For sake of clarity, the Bench then in its best wisdom seeks to clarify in para 27 that, “It is not in dispute that no other Disciplinary Proceedings were contemplated against the petitioner. The use of the words “the pendency of any disciplinary proceedings” in para 6, and observation in Para 7 of the order impugned before us, to the effect that benefits thereunder “shall be subject to the outcome of the disciplinary proceedings” appear to be wholly unwarranted and have created unnecessary anomaly, warranting interference therewith in the instant petition. The aforesaid limited and apparent error of CAT has caused unnecessary prejudice to the petitioner and resultantly in the interest of justice, the said unwarranted words are required to be eschewed from the said para 6 and 7 of the impugned common Order.”

CONCLUSION

Most forthrightly, the Bench then holds in para 28 that, “For the foregoing reasons, we hold:-

(i) That the CAT had rightly rejected the request of the Respondent for extension of time for completion of Departmental Proceedings. Consequent to such rejection, the Departmental Proceedings stood lapsed.

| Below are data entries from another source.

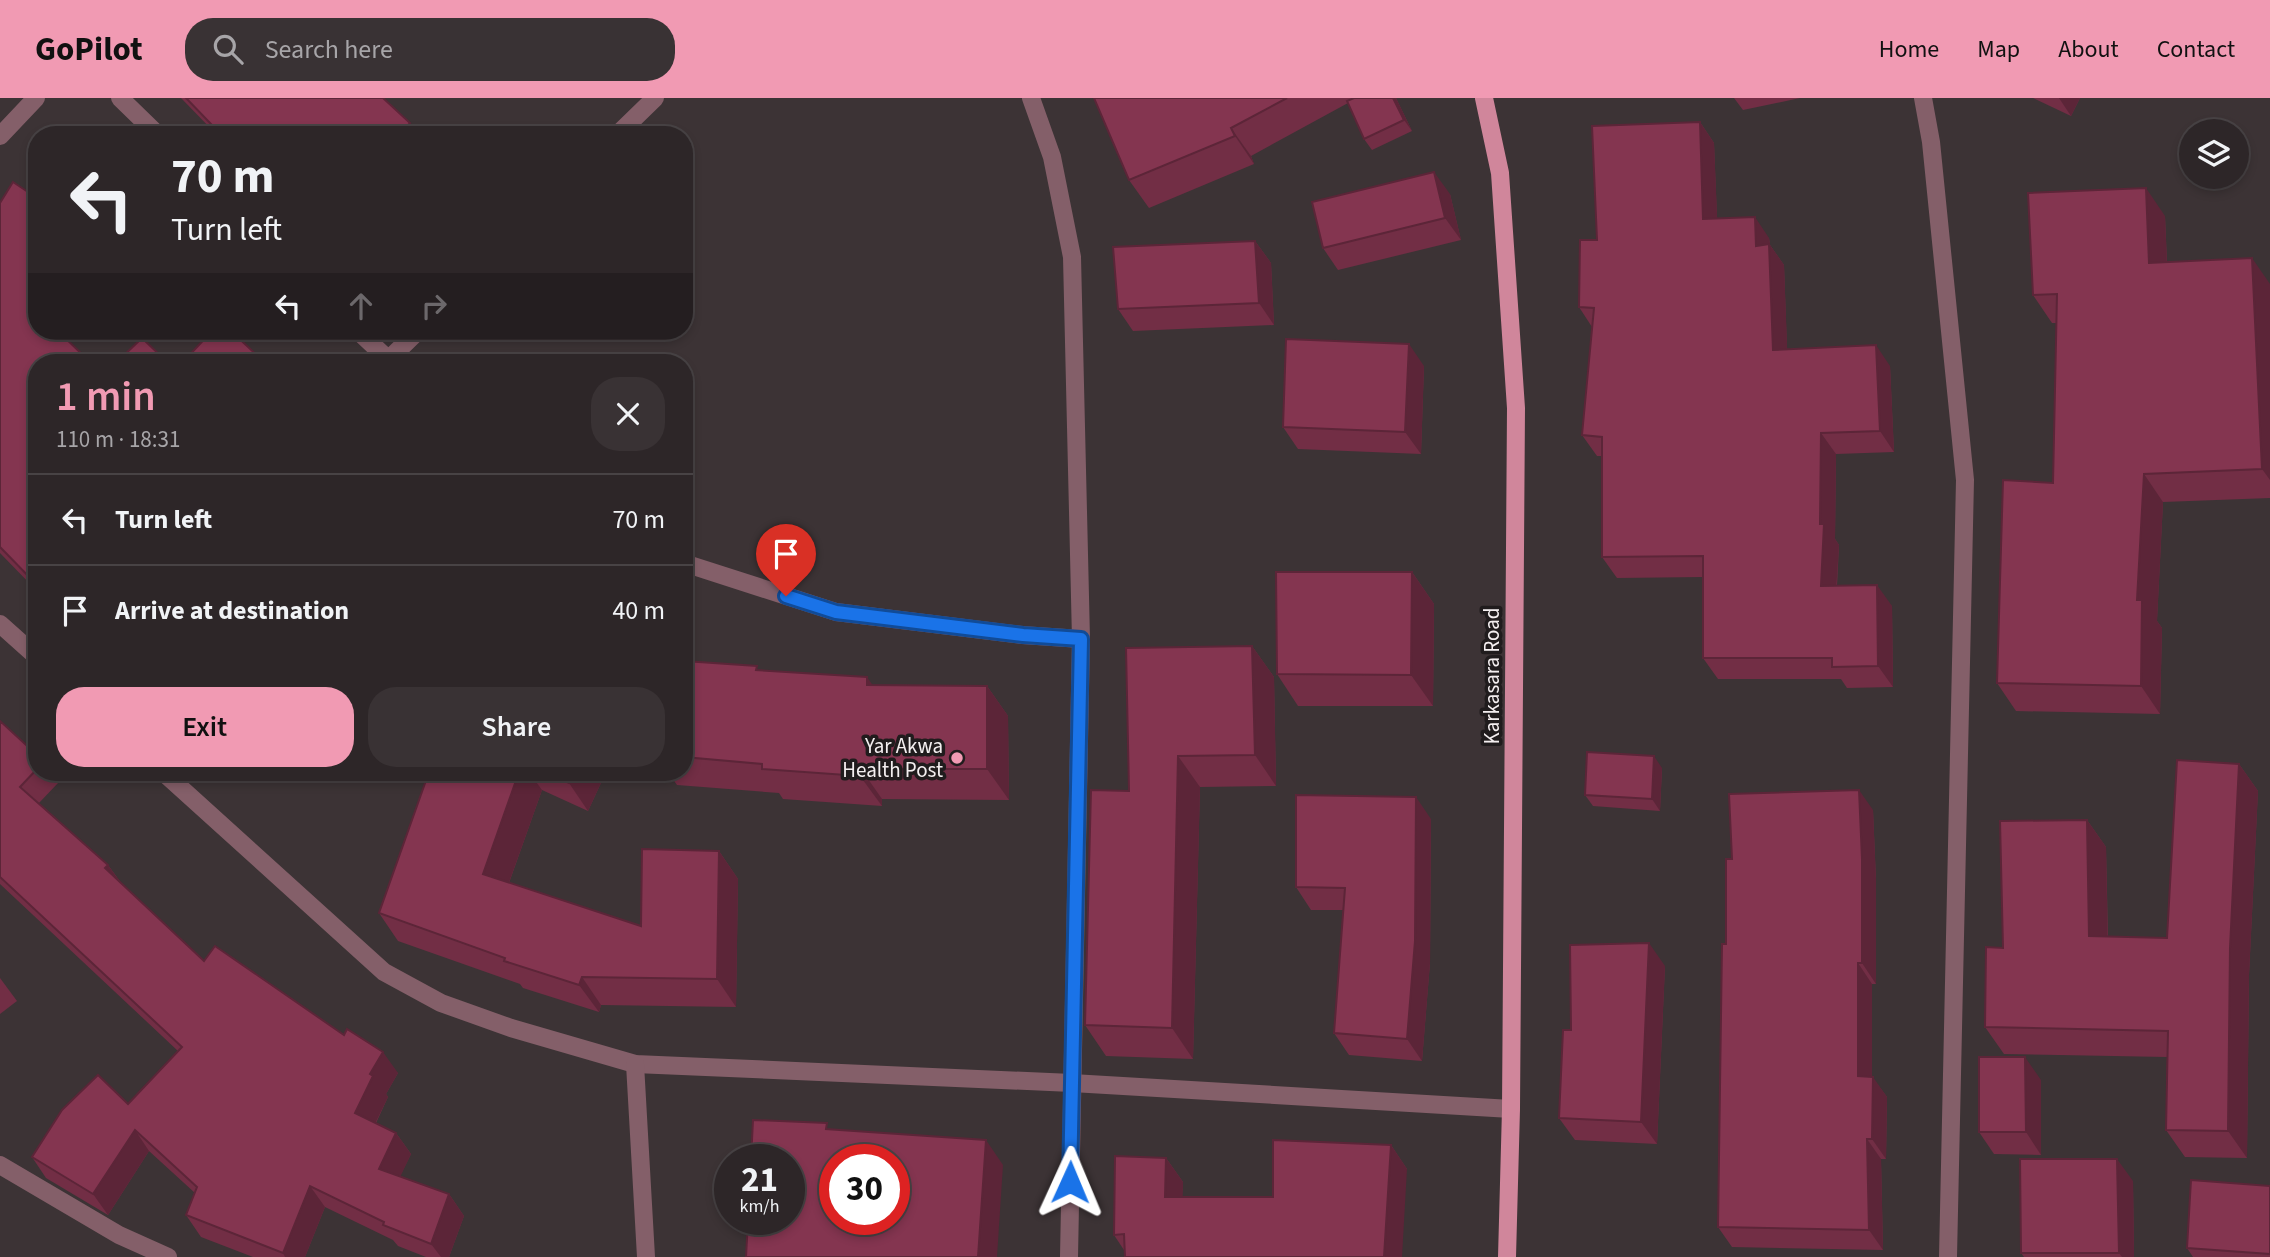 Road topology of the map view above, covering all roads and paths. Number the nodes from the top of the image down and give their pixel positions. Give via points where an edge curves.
1 (36, 98) edge
2 (120, 98) edge
3 (655, 98) edge
4 (1031, 98) edge
5 (1484, 98) edge
6 (1923, 98) edge
7 (149, 126) edge
8 (626, 126) edge
9 (0, 136) edge
10 (368, 340) edge
11 (410, 340) edge
12 (383, 354) edge
13 (397, 354) edge
14 (693, 566) edge
15 (0, 624) edge
16 (1081, 639) junction
17 (28, 649) edge
18 (173, 781) edge
19 (635, 1064) junction
20 (1072, 1083) junction
21 (1511, 1109) junction
22 (0, 1165) edge
23 (168, 1257) edge
24 (646, 1257) edge
25 (1069, 1257) edge
26 (1507, 1257) edge
27 (1948, 1257) edge

1 - 9 street
2 - 7 street
3 - 8 street
4 - 16 street via 1052,157 1072,257
5 - 21 main road, Karkasara Road via 1500,173 1517,408
6 - 27 street via 1965,480
10 - 12 street
11 - 13 street
14 - 16 street via 836,612
15 - 17 street
16 - 20 street
18 - 19 street via 384,972 441,1003
19 - 20 street
19 - 24 street
20 - 21 street
20 - 25 street
21 - 26 main road, Karkasara Road
22 - 23 street via 120,1235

As a further Consequence, the direction given by the CAT to open the sealed cover and to consider the Petitioner for promotion cannot be faulted with.

(ii) Accordingly, in the above peculiar facts and circumstances, the Writ Petition filed by the Union of India bearing W.P.(C) No. 2590/2022, assailing the rejection of their application for extension of time has no merit and it is hereby dismissed.

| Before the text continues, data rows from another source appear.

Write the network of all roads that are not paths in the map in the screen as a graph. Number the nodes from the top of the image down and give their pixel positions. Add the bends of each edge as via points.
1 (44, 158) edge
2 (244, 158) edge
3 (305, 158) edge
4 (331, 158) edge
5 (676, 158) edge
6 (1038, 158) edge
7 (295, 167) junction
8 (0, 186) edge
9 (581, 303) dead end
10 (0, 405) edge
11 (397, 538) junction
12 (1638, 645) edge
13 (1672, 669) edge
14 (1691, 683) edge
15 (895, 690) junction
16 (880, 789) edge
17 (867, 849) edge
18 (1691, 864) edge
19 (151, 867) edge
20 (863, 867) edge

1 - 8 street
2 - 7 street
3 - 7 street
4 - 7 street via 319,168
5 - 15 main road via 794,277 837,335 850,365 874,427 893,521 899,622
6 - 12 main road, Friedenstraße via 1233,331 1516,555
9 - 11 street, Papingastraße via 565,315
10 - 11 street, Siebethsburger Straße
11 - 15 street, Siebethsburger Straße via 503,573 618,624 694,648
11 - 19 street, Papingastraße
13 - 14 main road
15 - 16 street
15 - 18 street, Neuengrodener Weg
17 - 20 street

(iii) The Writ Petition filed by the Petitioner herein bearing W.P. (C) No. 2267/2022 is allowed in the aforesaid terms. The proceedings arising from the Departmental Charge Sheet dated 16.07.2015 no longer survive and stand closed. All consequential proceedings will also terminate and be considered non-est ab initio. The Petitioner must therefore be given all consequential benefits, including the necessary promotions at par with his juniors, within 04 weeks of the receipt of this judgment.”

Finally, the Bench then concludes by holding in para 29 that, “All the pending applications stand disposed of. No order as to costs.”

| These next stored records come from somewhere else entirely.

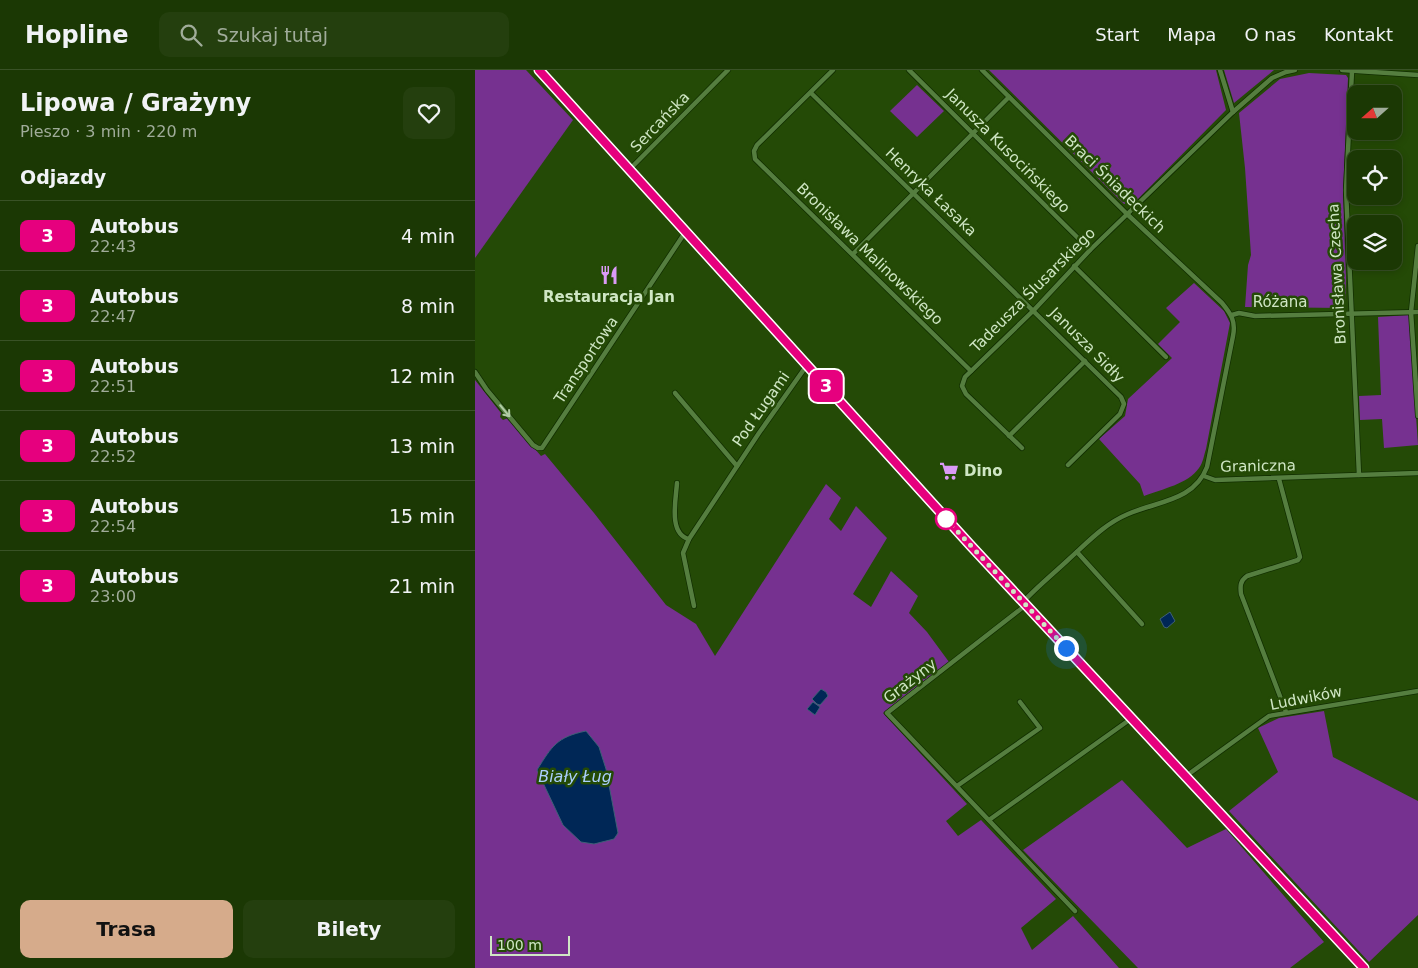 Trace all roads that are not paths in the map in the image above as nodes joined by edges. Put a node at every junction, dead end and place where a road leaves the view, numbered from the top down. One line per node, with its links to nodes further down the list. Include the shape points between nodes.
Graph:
1 (539, 70): 15 (main road)
2 (728, 70): 15 (street, Sercańska)
3 (833, 70): 11 (street)
4 (909, 70): 14 (street, Janusza Kusocińskiego)
5 (982, 70): 12 (street, Braci Śniadeckich)
6 (1220, 70): 13 (street)
7 (1295, 70): 13 (street, Tadeusza Ślusarskiego, via 1272,78)
8 (1342, 70): 9 (street)
9 (1352, 70): 10 (street); 26 (street, Bronisława Czecha, via 1346,190)
10 (1418, 75)
11 (811, 92): 16 (street, Henryka Łasaka); 21 (street, Bronisława Malinowskiego, via 757,145 754,154 756,160)
12 (1009, 97): 14 (street); 17 (street, Braci Śniadeckich)
13 (1233, 112): 17 (street, Tadeusza Ślusarskiego)
14 (972, 132): 16 (street); 20 (street, Janusza Kusocińskiego)
15 (630, 169): 18 (main road)
16 (914, 192): 21 (street); 23 (street, Henryka Łasaka)
17 (1127, 214): 20 (street, Tadeusza Ślusarskiego); 27 (street, Braci Śniadeckich)
18 (686, 232): 30 (main road); 32 (street, Transportowa, one-way to 18, via 533,445 542,448)
19 (1418, 246): 24 (street)
20 (1090, 250): 22 (street, Tadeusza Ślusarskiego)
21 (853, 254): 31 (street, Bronisława Malinowskiego)
22 (1074, 266): 23 (street, Tadeusza Ślusarskiego); 28 (street)
23 (1034, 310): 29 (street, Janusza Sidły); 31 (street, Tadeusza Ślusarskiego)
24 (1411, 312): 25 (street, Różana); 26 (street, Różana); 34 (street)
25 (1418, 312)
26 (1352, 314): 27 (street, Różana); 41 (street, Bronisława Czecha)
27 (1232, 315): 42 (street, via 1235,322 1233,336)
28 (1167, 357)
29 (1085, 361): 36 (street); 38 (street, Janusza Sidły, via 1121,397 1124,408)
30 (807, 365): 39 (street, Pod Ługami); 47 (main road)
31 (971, 371): 36 (street, Tadeusza Ślusarskiego, via 963,381 966,394)
32 (475, 372)
33 (675, 393): 39 (street, Pod Ługami)
34 (1417, 394): 35 (street)
35 (1418, 416)
36 (1009, 436): 37 (street)
37 (1022, 448)
38 (1068, 465)
39 (737, 466): 45 (street, Pod Ługami)
40 (1418, 473): 41 (street, Graniczna)
41 (1359, 475): 43 (street, Graniczna)
42 (1204, 476): 43 (street, Graniczna, via 1215,480); 46 (street, Graniczna, via 1187,493 1111,522)
43 (1279, 478): 52 (street, via 1300,557 1247,576 1240,588)
44 (677, 483): 45 (street, via 674,521 683,536)
45 (689, 539): 48 (street, Pod Ługami, via 683,554)
46 (1077, 552): 47 (street, Graniczna); 49 (street)
47 (1025, 604): 53 (main road); 55 (street, Grażyny, via 887,713)
48 (694, 606)
49 (1142, 624)
50 (1418, 691): 52 (street, Ludwików)
51 (1020, 702): 55 (street, via 1040,728)
52 (1286, 712): 54 (street, Ludwików, via 1266,718)
53 (1132, 718): 54 (main road); 56 (street)
54 (1186, 776): 58 (main road)
55 (957, 786): 56 (street, Grażyny)
56 (989, 820): 57 (street, Grażyny)
57 (1075, 911)
58 (1365, 968)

In sum, we thus see that the Delhi High Court has made it indubitably clear that the disciplinary proceedings continuing ad infinitum would be destructive of the rule of law. So there can certainly be no justification for such proceedings to dilly dally on one pretext or the other. Also, there can be no gainsaying that they must be concluded at the earliest and not at the latest. We thus see that in this leading case the Delhi High Court very rightly grants relief to CBIC officer named Anish Gupta.

Most significantly, the Bench then minced absolutely no words to hold clearly in para 23 that, “There is no gainsaying the legal position that the Disciplinary Proceedings cannot continue ad infinitum. Allowing such proceedings to continue ad infinitum would not only be highly prejudicial to the Petitioner herein, but destructive of the Rule of Law. The Respondent-Union of India, being a ‘State’ under Article 12 of the Constitution is bound to act in a fair non-discriminatory, reasonable and non-capricious manner.”